EXERCISE REQUIREMENTS: Write the entries out again in full and unchanged, dropping every image.

DATA:
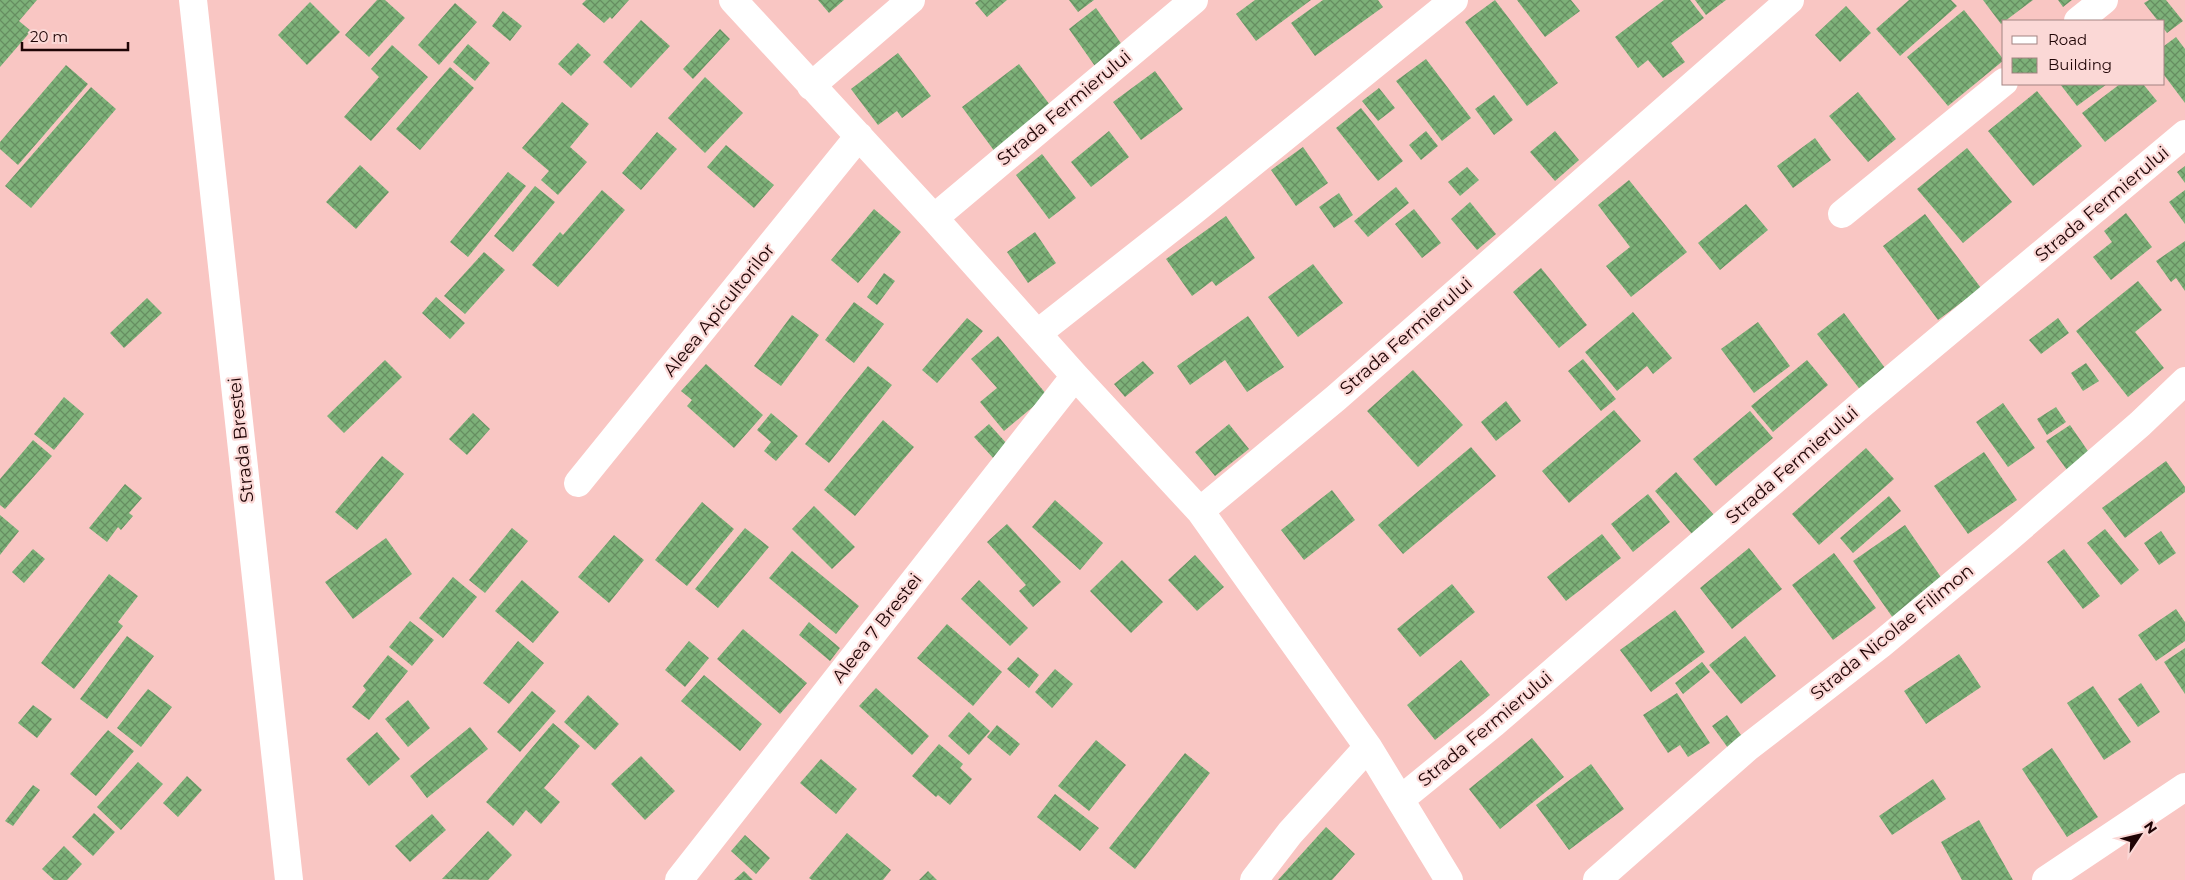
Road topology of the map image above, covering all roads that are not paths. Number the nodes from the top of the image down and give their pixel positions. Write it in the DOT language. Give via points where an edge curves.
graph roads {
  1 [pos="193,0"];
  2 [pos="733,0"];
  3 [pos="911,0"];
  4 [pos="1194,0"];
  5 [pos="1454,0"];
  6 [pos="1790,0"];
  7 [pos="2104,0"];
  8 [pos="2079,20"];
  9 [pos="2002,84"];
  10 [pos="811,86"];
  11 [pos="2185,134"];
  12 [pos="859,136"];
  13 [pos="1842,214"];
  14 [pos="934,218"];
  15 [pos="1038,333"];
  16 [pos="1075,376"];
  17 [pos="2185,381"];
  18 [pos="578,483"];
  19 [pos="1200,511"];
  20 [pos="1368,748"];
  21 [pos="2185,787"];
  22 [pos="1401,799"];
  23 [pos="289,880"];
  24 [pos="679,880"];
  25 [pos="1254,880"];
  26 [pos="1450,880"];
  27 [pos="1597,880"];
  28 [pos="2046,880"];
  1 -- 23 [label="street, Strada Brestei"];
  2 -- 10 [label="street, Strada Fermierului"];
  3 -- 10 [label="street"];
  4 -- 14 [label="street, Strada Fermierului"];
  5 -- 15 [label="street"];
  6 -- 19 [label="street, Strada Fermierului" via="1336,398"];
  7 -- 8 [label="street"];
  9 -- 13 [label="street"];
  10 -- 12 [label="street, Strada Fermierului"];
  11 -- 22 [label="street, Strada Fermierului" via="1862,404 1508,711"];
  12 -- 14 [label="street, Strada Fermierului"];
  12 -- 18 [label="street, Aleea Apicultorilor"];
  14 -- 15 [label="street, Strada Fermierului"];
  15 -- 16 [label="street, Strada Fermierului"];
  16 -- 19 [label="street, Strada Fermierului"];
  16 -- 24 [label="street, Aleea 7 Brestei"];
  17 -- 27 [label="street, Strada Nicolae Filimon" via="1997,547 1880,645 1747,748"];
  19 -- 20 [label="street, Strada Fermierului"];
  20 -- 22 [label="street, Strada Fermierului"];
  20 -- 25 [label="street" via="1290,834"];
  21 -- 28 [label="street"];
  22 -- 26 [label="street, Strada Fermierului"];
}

EXERCISE ANSWER:
Road topology of the map image above, covering all roads that are not paths. Number the nodes from the top of the image down and give their pixel positions. Write it in the DOT language. Give via points where an edge curves.
graph roads {
  1 [pos="193,0"];
  2 [pos="733,0"];
  3 [pos="911,0"];
  4 [pos="1194,0"];
  5 [pos="1454,0"];
  6 [pos="1790,0"];
  7 [pos="2104,0"];
  8 [pos="2079,20"];
  9 [pos="2002,84"];
  10 [pos="811,86"];
  11 [pos="2185,134"];
  12 [pos="859,136"];
  13 [pos="1842,214"];
  14 [pos="934,218"];
  15 [pos="1038,333"];
  16 [pos="1075,376"];
  17 [pos="2185,381"];
  18 [pos="578,483"];
  19 [pos="1200,511"];
  20 [pos="1368,748"];
  21 [pos="2185,787"];
  22 [pos="1401,799"];
  23 [pos="289,880"];
  24 [pos="679,880"];
  25 [pos="1254,880"];
  26 [pos="1450,880"];
  27 [pos="1597,880"];
  28 [pos="2046,880"];
  1 -- 23 [label="street, Strada Brestei"];
  2 -- 10 [label="street, Strada Fermierului"];
  3 -- 10 [label="street"];
  4 -- 14 [label="street, Strada Fermierului"];
  5 -- 15 [label="street"];
  6 -- 19 [label="street, Strada Fermierului" via="1336,398"];
  7 -- 8 [label="street"];
  9 -- 13 [label="street"];
  10 -- 12 [label="street, Strada Fermierului"];
  11 -- 22 [label="street, Strada Fermierului" via="1862,404 1508,711"];
  12 -- 14 [label="street, Strada Fermierului"];
  12 -- 18 [label="street, Aleea Apicultorilor"];
  14 -- 15 [label="street, Strada Fermierului"];
  15 -- 16 [label="street, Strada Fermierului"];
  16 -- 19 [label="street, Strada Fermierului"];
  16 -- 24 [label="street, Aleea 7 Brestei"];
  17 -- 27 [label="street, Strada Nicolae Filimon" via="1997,547 1880,645 1747,748"];
  19 -- 20 [label="street, Strada Fermierului"];
  20 -- 22 [label="street, Strada Fermierului"];
  20 -- 25 [label="street" via="1290,834"];
  21 -- 28 [label="street"];
  22 -- 26 [label="street, Strada Fermierului"];
}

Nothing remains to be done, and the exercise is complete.